Des vitraux restaurés début 1990

Les vitraux figurés sont en partie haute des verrières. Ils s’inscrivent dans un carré constituant le centre d’une vaste croix matérialisée par les motifs des claustras ; leur mise en plomb, selon un quadrillage régulier de 10 cm de côté – excluant seulement les éléments forts du dessin, tels que les visages ou les mains.

Le choix de ce parti, inspiré des vitraux de l’église Saint-Eustache de Paris, revient à Marguerite Huré, à qui Maurice Denis, en lui remettant ses cartons, n’avait donné aucune indication précise quant à la coupe des verres.
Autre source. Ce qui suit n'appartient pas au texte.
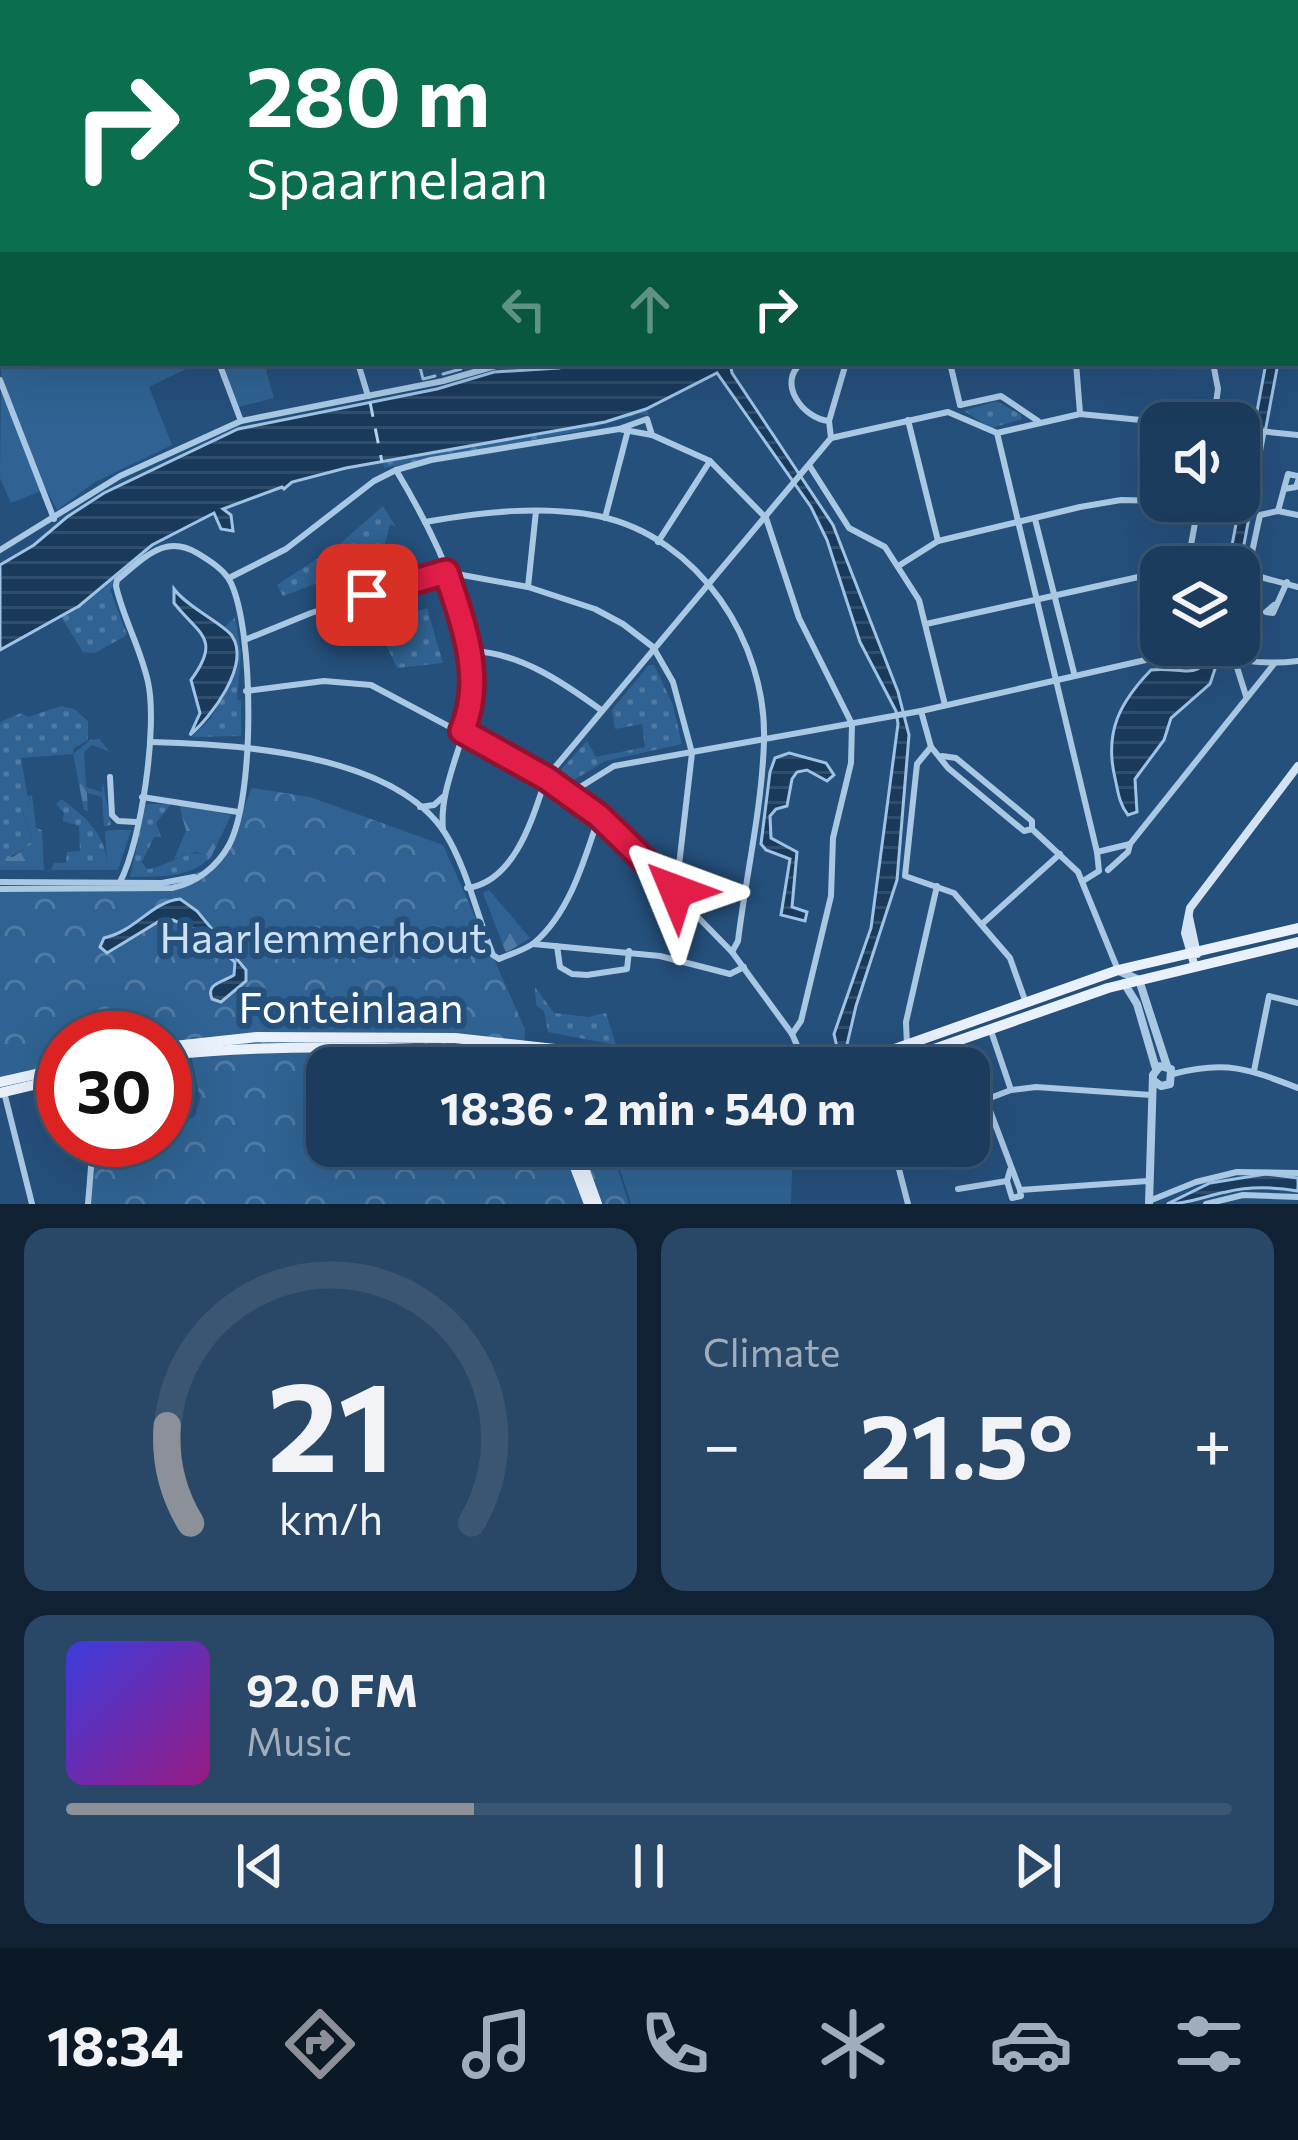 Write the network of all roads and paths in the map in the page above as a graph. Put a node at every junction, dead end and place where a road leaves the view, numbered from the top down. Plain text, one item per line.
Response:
1 (220, 366) edge
2 (359, 366) edge
3 (493, 366) edge
4 (799, 366) edge
5 (845, 366) edge
6 (951, 366) edge
7 (1076, 366) edge
8 (1214, 366) edge
9 (0, 380) edge
10 (368, 396) junction
11 (1216, 402) edge
12 (958, 409) junction
13 (1080, 414) junction
14 (908, 420) junction
15 (1140, 420) edge
16 (241, 421) junction
17 (830, 421) junction
18 (1038, 421) junction
19 (624, 429) junction
20 (1260, 431) edge
21 (1298, 432) edge
22 (997, 433) junction
23 (652, 435) junction
24 (831, 438) junction
25 (710, 460) junction
26 (809, 466) junction
27 (396, 470) junction
28 (1298, 479) edge
29 (1140, 500) edge
30 (536, 511) junction
31 (1278, 511) junction
32 (1298, 515) edge
33 (605, 518) junction
34 (766, 518) junction
35 (54, 519) junction
36 (1035, 519) junction
37 (1018, 521) junction
38 (425, 522) junction
39 (938, 541) junction
40 (658, 542) junction
41 (0, 550) edge
42 (899, 566) junction
43 (446, 572) junction
44 (1140, 576) edge
45 (229, 578) junction
46 (1286, 582) junction
47 (709, 585) junction
48 (528, 586) junction
49 (1298, 587) edge
50 (1054, 593) junction
51 (1035, 597) junction
52 (1274, 605) dead end
53 (926, 624) junction
54 (247, 638) junction
55 (653, 647) junction
56 (471, 651) junction
57 (1140, 659) edge
58 (1298, 662) edge
59 (1260, 663) edge
60 (1274, 664) junction
61 (1237, 666) edge
62 (1074, 674) junction
63 (1055, 679) junction
64 (246, 691) junction
65 (1246, 696) junction
66 (946, 705) junction
67 (601, 710) junction
68 (921, 711) junction
69 (852, 724) junction
70 (462, 731) junction
71 (764, 740) junction
72 (151, 742) junction
73 (246, 745) junction
74 (931, 747) junction
75 (692, 753) junction
76 (1298, 767) edge
77 (110, 777) dead end
78 (546, 778) junction
79 (568, 794) junction
80 (446, 795) junction
81 (142, 797) junction
82 (420, 807) junction
83 (238, 812) junction
84 (599, 816) junction
85 (136, 822) junction
86 (443, 830) junction
87 (1130, 844) junction
88 (1097, 852) junction
89 (1061, 854) junction
90 (1108, 870) dead end
91 (203, 874) junction
92 (120, 882) junction
93 (1082, 882) junction
94 (0, 886) edge
95 (938, 886) junction
96 (467, 889) junction
97 (676, 891) junction
98 (982, 924) junction
99 (1298, 928) edge
100 (1298, 942) edge
101 (533, 944) junction
102 (557, 946) junction
103 (629, 951) junction
104 (732, 952) junction
105 (1194, 952) junction
106 (744, 967) junction
107 (1196, 967) junction
108 (1118, 970) junction
109 (1139, 980) junction
110 (1124, 984) junction
111 (1026, 1003) junction
112 (1298, 1003) edge
113 (990, 1030) junction
114 (794, 1039) junction
115 (907, 1046) joint
116 (306, 1047) edge
117 (797, 1047) edge
118 (934, 1047) edge
119 (192, 1050) edge
120 (1156, 1069) junction
121 (1170, 1070) junction
122 (1254, 1071) junction
123 (36, 1077) edge
124 (36, 1083) edge
125 (1157, 1084) junction
126 (1298, 1088) edge
127 (2, 1089) edge
128 (1011, 1090) junction
129 (1151, 1095) junction
130 (990, 1098) edge
131 (990, 1112) edge
132 (91, 1167) edge
133 (579, 1167) edge
134 (898, 1167) edge
135 (1010, 1170) junction
136 (1298, 1173) edge
137 (1006, 1180) junction
138 (1148, 1181) junction
139 (958, 1189) dead end
140 (1020, 1190) junction
141 (1298, 1197) edge
142 (1149, 1202) edge
143 (32, 1204) edge
144 (88, 1204) edge
145 (593, 1204) edge
146 (908, 1204) edge
147 (1206, 1204) edge

1 - 16 street
2 - 10 street
3 - 10 street
4 - 17 street
5 - 17 street
6 - 12 street
7 - 13 street
8 - 11 street
9 - 35 street
10 - 16 street
12 - 14 street
12 - 18 street
12 - 22 street
13 - 15 street
13 - 18 street
14 - 24 street
14 - 39 street
16 - 35 street
17 - 24 street
18 - 22 street
19 - 23 street
19 - 23 street
19 - 27 street
19 - 33 street
20 - 21 street
22 - 37 street
23 - 25 street
24 - 26 street
25 - 34 street
25 - 40 street
26 - 34 street
26 - 42 street
27 - 38 street
27 - 45 street
28 - 31 street
29 - 36 street
30 - 33 street
30 - 38 street
30 - 48 street
31 - 32 street
31 - 46 street
33 - 40 street
34 - 47 street
34 - 69 street
35 - 41 street
36 - 37 street
36 - 50 street
37 - 39 street
37 - 51 street
38 - 43 street
39 - 42 street
40 - 47 street
42 - 53 street
43 - 48 street
43 - 54 street
43 - 56 street
44 - 50 street
45 - 54 street
45 - 72 street
46 - 49 street
46 - 52 street
47 - 55 street
47 - 71 street
48 - 55 street
50 - 51 street
50 - 62 street
51 - 53 street
51 - 63 street
53 - 66 street
54 - 64 street
55 - 67 street
55 - 75 street
56 - 67 street
56 - 70 street
57 - 62 street
58 - 60 street
59 - 60 street
60 - 65 street
61 - 65 street
62 - 63 street
63 - 66 street
63 - 88 street
64 - 70 street
64 - 73 street
65 - 87 street
66 - 68 street
67 - 78 street
68 - 69 street
68 - 74 street
69 - 71 street
69 - 114 street
70 - 78 street
70 - 80 street
71 - 75 street
71 - 104 street
72 - 73 street
72 - 81 street
73 - 82 street
73 - 83 street
74 - 89 street
74 - 95 street
75 - 79 street
75 - 97 street
76 - 105 main road
77 - 85 street
78 - 79 street
78 - 96 street
79 - 84 street
80 - 82 street
80 - 86 street
81 - 83 street
81 - 85 street
82 - 86 street
83 - 91 street
84 - 97 street
84 - 101 street
85 - 92 street
86 - 96 street
87 - 88 street
87 - 90 street
88 - 93 street
89 - 93 street
89 - 98 street
91 - 92 street
91 - 94 street
92 - 94 street
93 - 108 street
95 - 98 street
95 - 115 street
96 - 101 street
97 - 104 street
98 - 111 street
99 - 105 main road
100 - 107 main road
101 - 102 street
102 - 103 street
102 - 103 street
103 - 106 street
104 - 106 street
105 - 107 main road
105 - 108 main road
106 - 114 street
107 - 109 main road
108 - 109 street
108 - 110 street
108 - 111 main road
109 - 110 main road
109 - 121 street
110 - 113 main road
110 - 120 street
111 - 115 main road
112 - 122 street
113 - 118 main road
113 - 128 street
114 - 117 street
116 - 119 main road, Fonteinlaan
120 - 121 street
120 - 125 street
121 - 122 street
121 - 125 street
122 - 126 street
123 - 127 main road
124 - 127 main road
125 - 129 street
127 - 143 street
128 - 129 street
128 - 130 street
129 - 138 street
131 - 135 street
132 - 144 street
133 - 145 main road
134 - 146 street
135 - 137 street
135 - 140 street
136 - 142 street
137 - 139 street
137 - 140 street
138 - 140 street
138 - 142 street
141 - 147 street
Au fur et à mesure des travaux de restauration, les vitraux ont été déposés, après numérotation et repérage photographique. Ils ont été restaurés en atelier chez le maître-verrier. Leur état de conservation était excellent. Peu de changements de verres ou de restitutions furent nécessaires.

Par contre, le réseau de plomb avait vieilli et devait être renouvelé. Seule la repose des vitraux souleva quelques difficultés d’étanchéité et d’ajustement des panneaux anciens dans la structure neuve en béton. Ce problème fut résolu en jouant sur l’épaisseur des plombs de bordure.